Los refugiados sirios sustituyen el miedo por esperanza al llegar a EEUU

   SACRAMENTO (EEUU) 21 (Reuters/Notimérica)

   El refugiado sirio Mohammad Abd Rabboh comparte un pequeño apartamento de dos habitaciones en Sacramento (Estados Unidos) con su esposa y sus dos hijas. Esta familia tiene muy pocas posesiones materiales, pero finalmente pueden vivir sin estar pendientes del miedo.

   Seis semanas después de llegar a Estados Unidos, las niñas ya se han inscrito en una escuela y no tienen pesadillas por las nohes. Su madre, Dania, tampoco tiene medio de salir a la calle, una realidad con la que había vivido durante muchos años.

   "Fuimos testigos de cosas que son difíciles de describir", ha declarado a Reuters Rabboh, de 36 años, hablando en árabe a través de un intérprete. "Uno caminaba por la calle y alguien caía muerto a su lado", ha agregado.

   La historia de esta familia podría pasar desapercibida después de que la semana pasada un grupo de yihadistas llevaran a cabo un atentado en París y dejaran al menos 130 muertos. Una de las hipótesis que se barajó fue que uno de los terroristas habría llegado a Europa escondido entre el flujo de refugiados sirios.

   No obstante, la experiencia de esta familia, de terror y de peligro en su país y luego de alivio y seguridad en Estados Unidos, es un claro ejemplo de la situación por la que pasan los refugiados, según han señalado expertos en migración.

   La familia Rabboh pertenece a un pequeño grupo de unos 1.700 refugiados sirios que fueron admitidos en Estados Unidos. El presidente Barack Obama ha prometido dar refugio a 10.000 sirios el próximo año tras la llegada de cientos de miles de ellos a Europa escapando de la guerra civil que se desarrolla en el país y a la que se ha unido, el avance del grupo terrorista Estados Islámico.

   Los gobernadores de unos 26 estados, en su mayoría republicanos, han declarado que no aceptarán más sirios, citando motivos de seguridad.
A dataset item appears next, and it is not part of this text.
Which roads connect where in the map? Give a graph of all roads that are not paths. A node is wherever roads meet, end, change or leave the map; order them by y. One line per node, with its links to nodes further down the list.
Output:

   Las diferentes agencias de ayuda están preocupadas por la situación y por si esto hará que algunas partes del país no sean hospitalarias con los refugiados que llegan escapando de la violencia.

   Kamal Mahrous, que llegó con su familia a Houston desde Damasco en enero tras estar un año en Egipto y pasar por un control de seguridad del FBI, dice que ser musulmán no es sinónimo de pertenecer al Estado Islámico o a Al Qaeda.
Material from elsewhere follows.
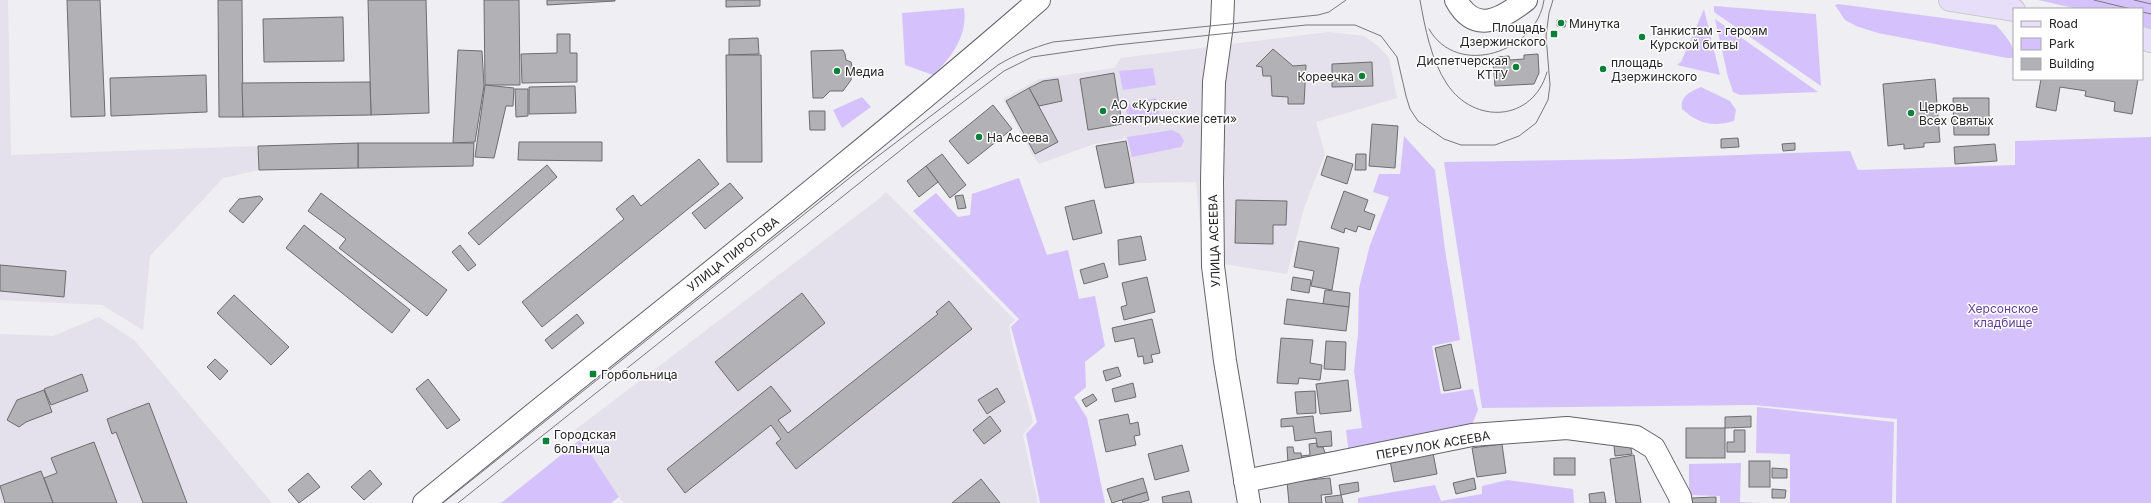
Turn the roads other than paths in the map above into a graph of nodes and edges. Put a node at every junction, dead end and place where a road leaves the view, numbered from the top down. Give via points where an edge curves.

"Somos sirios. No somos ISIS (acrónimo en inglés de Estado Islámico), ni el frente Al-Nusra, ni el régimen de Assad, somos simplemente personas", ha afirmado Mahrous.

SIN PESADILLAS

   La familia Rabboh abandonó su hogar en la asediada ciudad de Homs, en el oeste de Siria, hace más de tres años, en medio de una violencia devastadora, para comenzar lo que califican de "años de sufrimientos" en Jordania antes que una agencia de ayuda los llevara a Sacramento el 29 de septiembre.

   El departamento en el que ahora viven tiene un sofá pequeño y otro de dos plazas, una mesa y tres camas, dos de ellas en la habitación de Sally, de 7 años, y Leen, de 5.

   Sally ya está aprendiendo inglés y dice que cuando sea adulta quiere ser doctora. Sus padres cuentan que durante cuatro años se despertaba llorando por las noches y se orinaba por el miedo. Dos semanas después de que la familia llegara a Estados Unidos, las pesadillas terminaron, al igual que las camas mojadas.

   "Aquí se siente mejor, a salvo", dijo Dania, de 29 años. Leem, cuyo nombre significa "suave" en árabe, era demasiado pequeña para recordar el temor y la violencia de Homs.

   La pequeña comunidad de sirios en Sacramento trabaja para integrar a la familia Rabboh en la ciudad. La capital de California, un área metropolitana de unas 2 millones de personas, ha acogido a más de 1.000 refugiados durante el último año, la mayoría de Irak y Afganistán.

   Las 15 familias de origen sirio que ya vivían en Sacramento cuando la crisis migratoria comenzó han estado trabajando con las comunidades musulmanas y de Oriente Medio para encontrar apartamentos y donar muebles y ropas a los refugiados, según ha comentado un médico nacido en Siria que ayuda a que los recién llegados se adapten al nuevo ambiente.

   Una vez ubicados, afrontan desafíos mucho mayores que aprender inglés y buscar trabajo, dijo el médico, que pidió ser identificado solamente como Mohammad Jaber, sus dos primeros nombres, por temor a lo que pueda pasarle a sus familiares en Siria.

   Mientas ayuda a que otros se adapten, no puede dejar de pensar en su hermano, que sigue en Siria con sus dos hijos pequeños y busca sacar a su familia del asolado país.